▶ _DATA EXCERPTS_
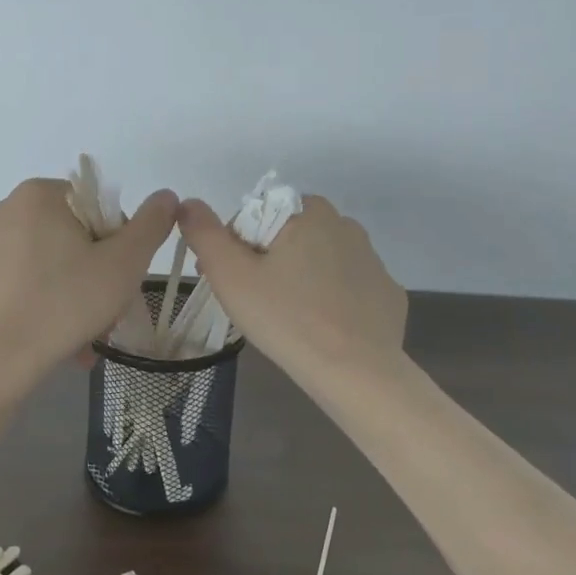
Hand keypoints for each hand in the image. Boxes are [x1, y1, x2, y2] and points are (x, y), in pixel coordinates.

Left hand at [0, 178, 179, 378]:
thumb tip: (166, 196)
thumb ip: (151, 225)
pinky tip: (60, 339)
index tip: (120, 280)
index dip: (119, 243)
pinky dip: (47, 301)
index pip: (98, 207)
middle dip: (97, 274)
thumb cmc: (64, 304)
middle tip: (108, 313)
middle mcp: (6, 208)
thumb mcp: (124, 264)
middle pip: (74, 235)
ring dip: (76, 293)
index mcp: (39, 194)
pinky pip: (25, 280)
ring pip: (51, 261)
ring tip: (87, 336)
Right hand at [176, 193, 406, 382]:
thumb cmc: (286, 317)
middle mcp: (345, 225)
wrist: (356, 372)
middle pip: (289, 237)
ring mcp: (372, 260)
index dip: (235, 248)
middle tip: (254, 303)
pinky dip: (332, 301)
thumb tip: (188, 203)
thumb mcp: (230, 275)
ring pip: (319, 262)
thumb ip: (204, 233)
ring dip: (300, 279)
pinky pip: (348, 289)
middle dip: (267, 262)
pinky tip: (322, 328)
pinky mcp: (387, 293)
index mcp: (308, 211)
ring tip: (288, 319)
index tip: (231, 282)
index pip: (257, 217)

▶ _ASSIGNMENT_
Show every line above in which the word "pinky" appears.

▶ _RESPONSE TO THIS TASK_
pinky tip: (60, 339)
pinky dip: (47, 301)
pinky pip: (25, 280)
pinky dip: (332, 301)
pinky pip: (348, 289)
pinky tip: (322, 328)
pinky mcp: (387, 293)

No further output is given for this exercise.